Last September, the release of macOS Sierra 10.12 brought a lot of changes, including features like Optimized Storage, which use iCloud to store less-frequently accessed documents. With those came changes in the About This Mac dialog, particularly in the Storage tab.
For many Mac users, that Storage tab seems to work, in displaying a breakdown by content type of the use of your startup drive. But for some, me included, it has failed to work from 10.12 of 20 September 2016 until now. For those six months, the dialog shown by this iMac tells me that it is still calculating the breakdown for my startup drive.

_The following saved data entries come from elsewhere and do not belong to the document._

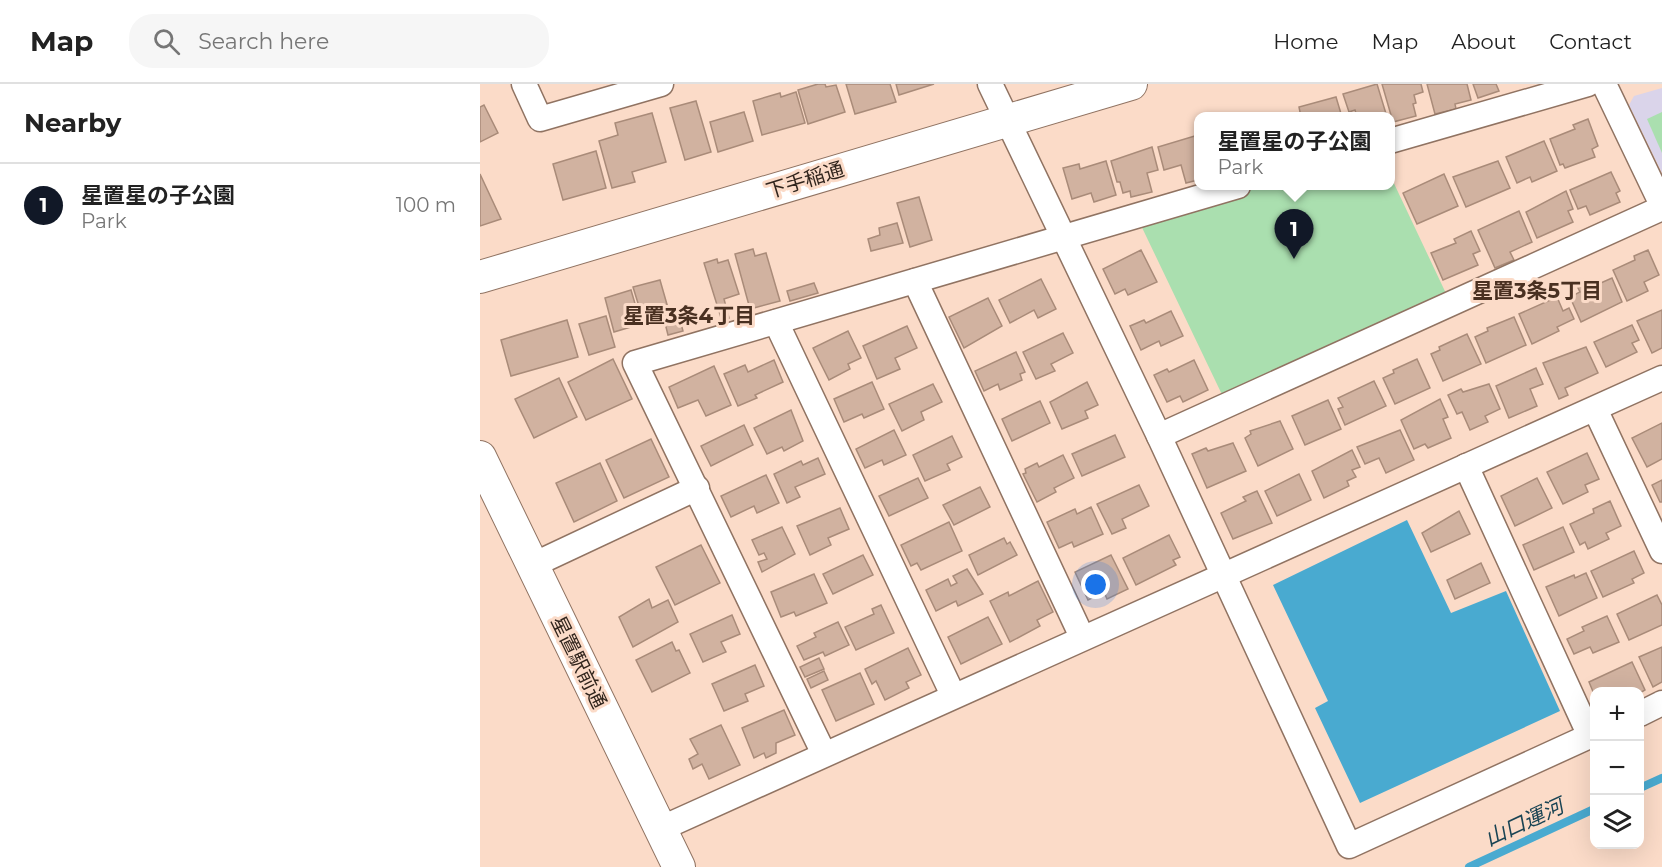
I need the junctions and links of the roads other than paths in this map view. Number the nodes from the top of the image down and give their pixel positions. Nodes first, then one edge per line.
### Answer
1 (524, 84) edge
2 (662, 84) edge
3 (990, 84) edge
4 (1131, 84) edge
5 (1588, 84) edge
6 (1604, 84) edge
7 (1007, 120) junction
8 (1395, 140) edge
9 (1224, 190) edge
10 (1662, 207) edge
11 (1064, 236) junction
12 (480, 277) edge
13 (915, 281) junction
14 (776, 322) junction
15 (1662, 378) edge
16 (1594, 409) junction
17 (1159, 436) junction
18 (480, 457) edge
19 (1466, 466) junction
20 (697, 488) junction
21 (1662, 551) edge
22 (533, 565) junction
23 (1224, 575) junction
24 (1082, 637) junction
25 (953, 695) junction
26 (1662, 703) edge
27 (1644, 712) edge
28 (1590, 731) edge
29 (1590, 736) edge
30 (824, 754) junction
31 (660, 829) junction
32 (679, 867) edge

1 - 2 street
3 - 7 street
4 - 7 street, 下手稲通
5 - 8 street
6 - 10 street
7 - 11 street
7 - 12 street, 下手稲通
9 - 11 street
10 - 17 street
11 - 13 street
11 - 17 street
13 - 14 street
13 - 24 street
14 - 20 street
14 - 25 street
15 - 16 street
16 - 19 street
16 - 21 street
17 - 23 street
18 - 22 street, 星置駅前通
19 - 23 street
19 - 28 street
20 - 22 street
20 - 30 street
22 - 31 street, 星置駅前通
23 - 24 street
23 - 29 street
24 - 25 street
25 - 30 street
26 - 27 street
30 - 31 street
31 - 32 street, 星置駅前通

Taking six months to do this for a half-full Apple-supplied 2 TB Fusion Drive in a current model iMac (iMac17,1) seems a little excessive. I don’t believe that it’s calculating anything, but is just broken. And it has remained broken through the 10.12.1, 10.12.2, and 10.12.3 updates.
Thankfully, although it might be interesting to know how much of my Fusion Drive is taken up by Applications, my iTunes Library, and so on, it really doesn’t make any difference to me, the price of fish, or my faith in Sierra. But I have now come across some users for whom the Storage tab seems to give incorrect information.
One example is someone with a Mac mini which only has a 256 GB internal SSD, and two far more capacious external drives. Their Photos and iTunes libraries are consequently stored externally, and according to Disk Utility, their internal SSD is largely empty. Not according to the Storage tab, though, which seems to think that the SSD has more than 100 GB of photos on it.
I can understand that bugs can sometimes break this type of feature, although how after six months Sierra continues to suffer such an overt bug is another matter. I cannot for the life of me see how the Storage tab can misplace over 100 GB of photos, though.
Does the Storage tab in About This Mac work for you, or does it show patently inaccurate figures like those, or is yours still ‘calculating’? I’d be fascinated to know how common these problems are, please, even if Apple doesn’t seem in the least bit concerned about them.